Original Amityville Horror radio spots contains five spots, running for 3 minutes and 39 seconds.

A still gallery (1080p) containing behind the scenes and publicity shots runs for 8 minutes and 22 seconds.

DISC TWO: "Amityville II: The Possession" (1982)

First up, an audio commentary with Alexandra Holzer, daughter of Dr. Hanz Holzer, Ph.D., and author of “Growing Up Haunted – A Ghostly Memoir”. Right off the bat, she says nothing for a long stretch of time after giving her introduction. Honestly, this should have been done with Tommy Lee Wallace instead of someone who literally had nothing to do with the production in any way.

“The Possession of Damiani” (1080p) is an interview with director Damiano Damiani that runs for 6 minutes and 8 seconds.

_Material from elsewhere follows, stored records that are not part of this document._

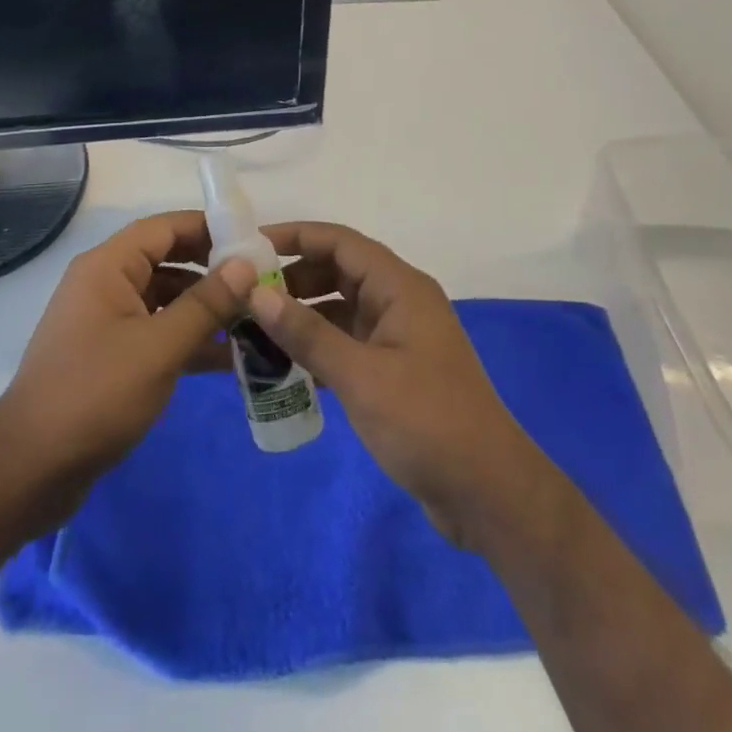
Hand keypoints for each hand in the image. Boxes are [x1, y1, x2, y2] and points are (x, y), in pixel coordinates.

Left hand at [0, 210, 256, 529]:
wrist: (30, 469)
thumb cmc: (96, 394)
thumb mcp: (159, 347)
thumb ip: (206, 304)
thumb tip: (245, 265)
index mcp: (108, 266)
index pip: (164, 227)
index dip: (209, 228)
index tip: (252, 241)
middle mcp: (105, 284)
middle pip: (167, 261)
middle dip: (213, 271)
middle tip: (261, 283)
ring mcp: (106, 321)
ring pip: (165, 299)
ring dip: (205, 309)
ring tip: (254, 322)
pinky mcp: (110, 356)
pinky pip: (156, 332)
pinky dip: (188, 340)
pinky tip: (228, 359)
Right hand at [248, 222, 546, 548]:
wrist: (488, 494)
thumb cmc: (427, 423)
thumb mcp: (360, 376)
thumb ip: (307, 333)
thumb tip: (256, 292)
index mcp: (400, 287)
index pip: (340, 241)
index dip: (295, 237)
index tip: (248, 246)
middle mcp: (399, 301)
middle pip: (338, 271)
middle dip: (292, 278)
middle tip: (243, 295)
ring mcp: (398, 337)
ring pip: (340, 309)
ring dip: (301, 315)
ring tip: (253, 330)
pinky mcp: (394, 370)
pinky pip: (346, 342)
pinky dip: (316, 346)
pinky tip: (283, 365)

The late director agreed to work on this movie because he wanted to remain in America for a bit longer to film the exteriors. He wasn’t really a horror fan, but he is proud of the film and had nothing but good things to say about his cast and crew.

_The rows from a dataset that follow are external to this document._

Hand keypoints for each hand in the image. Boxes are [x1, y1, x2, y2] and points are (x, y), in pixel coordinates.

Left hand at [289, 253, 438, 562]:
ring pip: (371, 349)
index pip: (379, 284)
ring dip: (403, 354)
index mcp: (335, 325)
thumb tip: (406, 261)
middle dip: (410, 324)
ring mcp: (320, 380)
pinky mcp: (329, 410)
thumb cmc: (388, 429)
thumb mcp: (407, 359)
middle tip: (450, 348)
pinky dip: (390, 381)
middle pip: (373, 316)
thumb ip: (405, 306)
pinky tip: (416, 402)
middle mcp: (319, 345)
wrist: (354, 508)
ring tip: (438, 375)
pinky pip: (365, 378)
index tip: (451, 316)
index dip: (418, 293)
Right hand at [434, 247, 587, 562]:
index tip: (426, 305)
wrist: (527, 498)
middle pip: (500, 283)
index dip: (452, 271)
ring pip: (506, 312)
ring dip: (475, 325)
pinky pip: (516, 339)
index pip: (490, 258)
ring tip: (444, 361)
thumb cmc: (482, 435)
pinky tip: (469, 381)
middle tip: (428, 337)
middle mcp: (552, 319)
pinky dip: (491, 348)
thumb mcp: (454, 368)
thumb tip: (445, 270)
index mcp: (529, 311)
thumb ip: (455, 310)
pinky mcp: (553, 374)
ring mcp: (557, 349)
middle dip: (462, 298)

“Adapting Amityville – Interview with Tommy Lee Wallace” (1080p) this interview runs for 12 minutes and 27 seconds. I could listen to Wallace talk all day. The man is just full of great stories, and he has this unvarnished delivery to everything that makes it all so relatable. Here, he discusses what aspects of writing this sequel attracted him (it was a pay-for-hire gig), working with Dino De Laurentiis, his own big break in directing that year, and a lot more. Again, why wasn’t this guy on the commentary?

“A Mother’s Burden – Interview with Rutanya Alda” (1080p) runs for 14 minutes and 9 seconds. Her interview is pretty standard – how she got the job, working in Mexico (where the interiors were filmed), etc. She has good memories of doing the film and seems to have enjoyed it all.

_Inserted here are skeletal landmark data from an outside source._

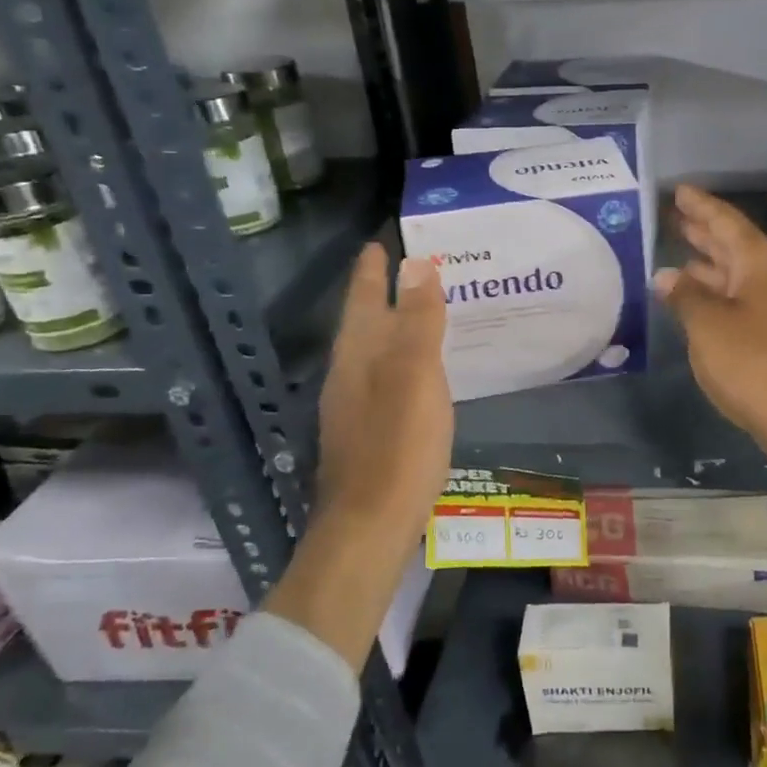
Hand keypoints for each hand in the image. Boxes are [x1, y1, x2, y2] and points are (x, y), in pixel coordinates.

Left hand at [315, 243, 452, 545]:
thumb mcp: (416, 374)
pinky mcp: (365, 434)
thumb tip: (417, 263)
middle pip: (363, 324)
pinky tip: (415, 374)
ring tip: (415, 313)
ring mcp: (353, 407)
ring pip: (371, 353)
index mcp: (359, 355)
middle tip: (405, 270)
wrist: (370, 524)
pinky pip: (382, 379)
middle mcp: (348, 375)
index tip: (378, 242)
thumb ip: (418, 320)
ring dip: (390, 327)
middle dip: (380, 294)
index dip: (371, 270)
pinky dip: (398, 361)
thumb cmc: (398, 445)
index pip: (364, 299)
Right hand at [656, 184, 766, 530]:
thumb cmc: (752, 362)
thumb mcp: (707, 325)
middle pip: (735, 246)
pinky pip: (741, 300)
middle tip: (675, 216)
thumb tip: (666, 276)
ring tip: (678, 255)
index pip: (727, 223)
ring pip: (738, 275)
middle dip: (704, 231)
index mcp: (759, 265)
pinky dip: (717, 293)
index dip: (701, 206)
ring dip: (709, 264)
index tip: (679, 191)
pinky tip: (696, 301)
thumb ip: (684, 296)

“Family Matters – Interview with Diane Franklin” (1080p) runs for 13 minutes and 39 seconds. In this interview Franklin, still hot at 51, discusses how surprised she is by the reaction she gets from horror fans to this day when she does conventions. She liked the raw energy given to the story, which was a big part of what attracted her to the role.

“Father Tom’s Memories – Interview with Andrew Prine” (1080p) runs for 3 minutes and 43 seconds. In this interview he mentions going to dinner a few times in this short piece. The guy must love a good meal. Oh yea, and he liked shooting the film, too.

“Continuing the Hunt – Interview with Alexandra Holzer” the interview runs for 28 minutes and 45 seconds. Maybe her father sounded more convincing because of his thick accent, but I just don’t buy a lot of what she says. Plus, she’s just so… lifeless talking about it all. This definitely runs too long.

Theatrical trailers (1080p) contains a few, running for 3 minutes and 13 seconds.

A still gallery (1080p) containing behind the scenes and publicity shots runs for 3 minutes and 32 seconds.

DISC THREE: "Amityville 3-D" (1983)

“A Chilly Reception – An Interview with actress Candy Clark” (1080p) the interview runs for 9 minutes and 46 seconds. Clark recalls a funny story of how their costumes were all stolen en route to the shooting location in Mexico, so they had to make due with whatever they could find locally.

A photo gallery (1080p) containing some behind the scenes and publicity shots runs for 1 minute and 32 seconds.

Finally, there’s a theatrical trailer (1080p), running for 38 seconds.


Each disc comes housed in a standard Blu-ray keep case, with original key art presented for all three films. Inside each case, there are production photos and various ephemera related to the film. All three discs are housed in a sturdy cardboard box that loads from the side.


While all three films vary in quality, there is a certain element to this series that makes it fun to settle in on a cold, dark night and pop them in for a mini-marathon. Scream Factory has presented these movies in the best way possible, looking and sounding as good as it’s likely to get, making this set an easy recommendation to fans of the series.